[DATA BLOCK]

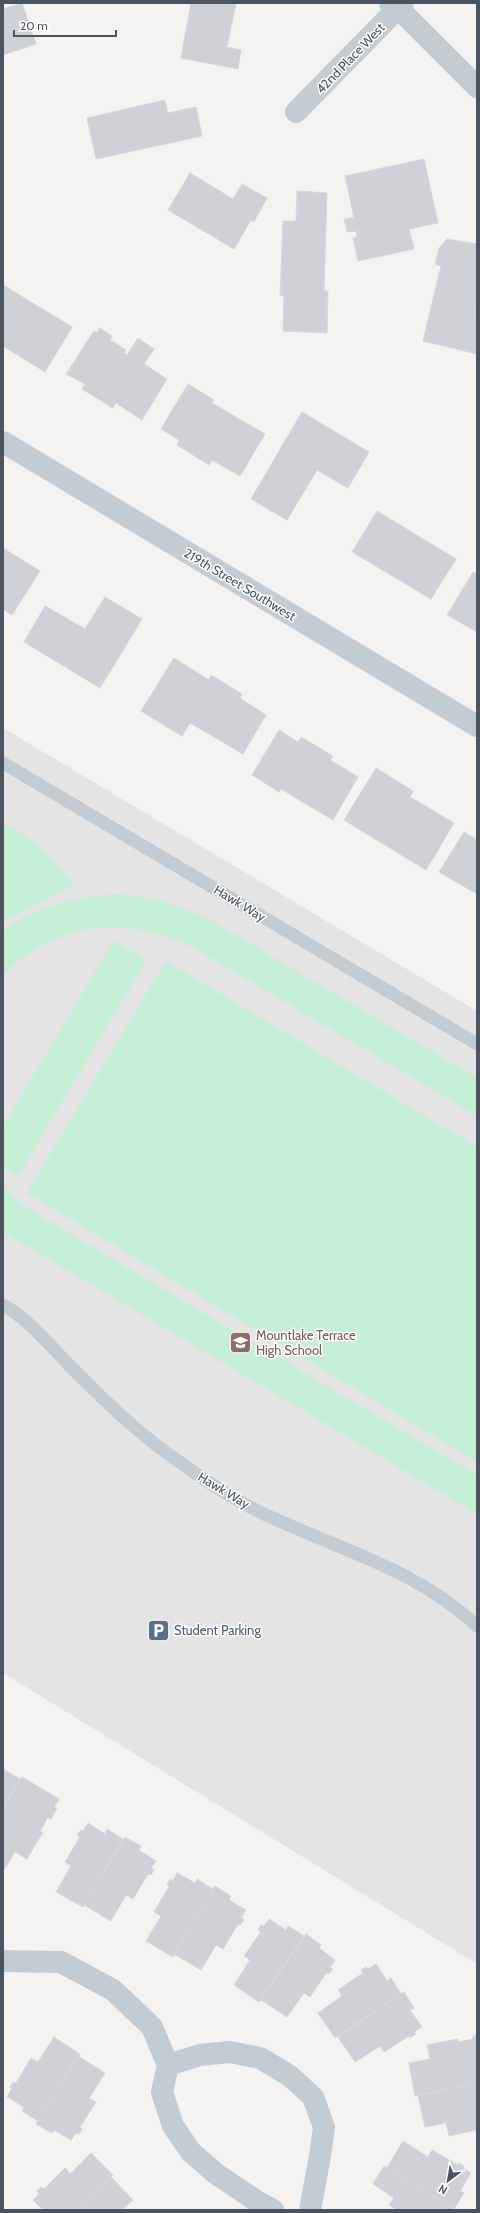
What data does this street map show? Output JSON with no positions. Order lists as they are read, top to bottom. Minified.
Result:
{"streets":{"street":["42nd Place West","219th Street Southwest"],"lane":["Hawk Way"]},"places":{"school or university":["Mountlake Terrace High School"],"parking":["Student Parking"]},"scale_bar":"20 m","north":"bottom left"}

[/DATA BLOCK]

### [WHAT YOU SHOULD DO]
Without the pictures, repeat the listing word for word.

### [TASK RESULT]
What data does this street map show? Output JSON with no positions. Order lists as they are read, top to bottom. Minified.
Result:
{"streets":{"street":["42nd Place West","219th Street Southwest"],"lane":["Hawk Way"]},"places":{"school or university":["Mountlake Terrace High School"],"parking":["Student Parking"]},"scale_bar":"20 m","north":"bottom left"}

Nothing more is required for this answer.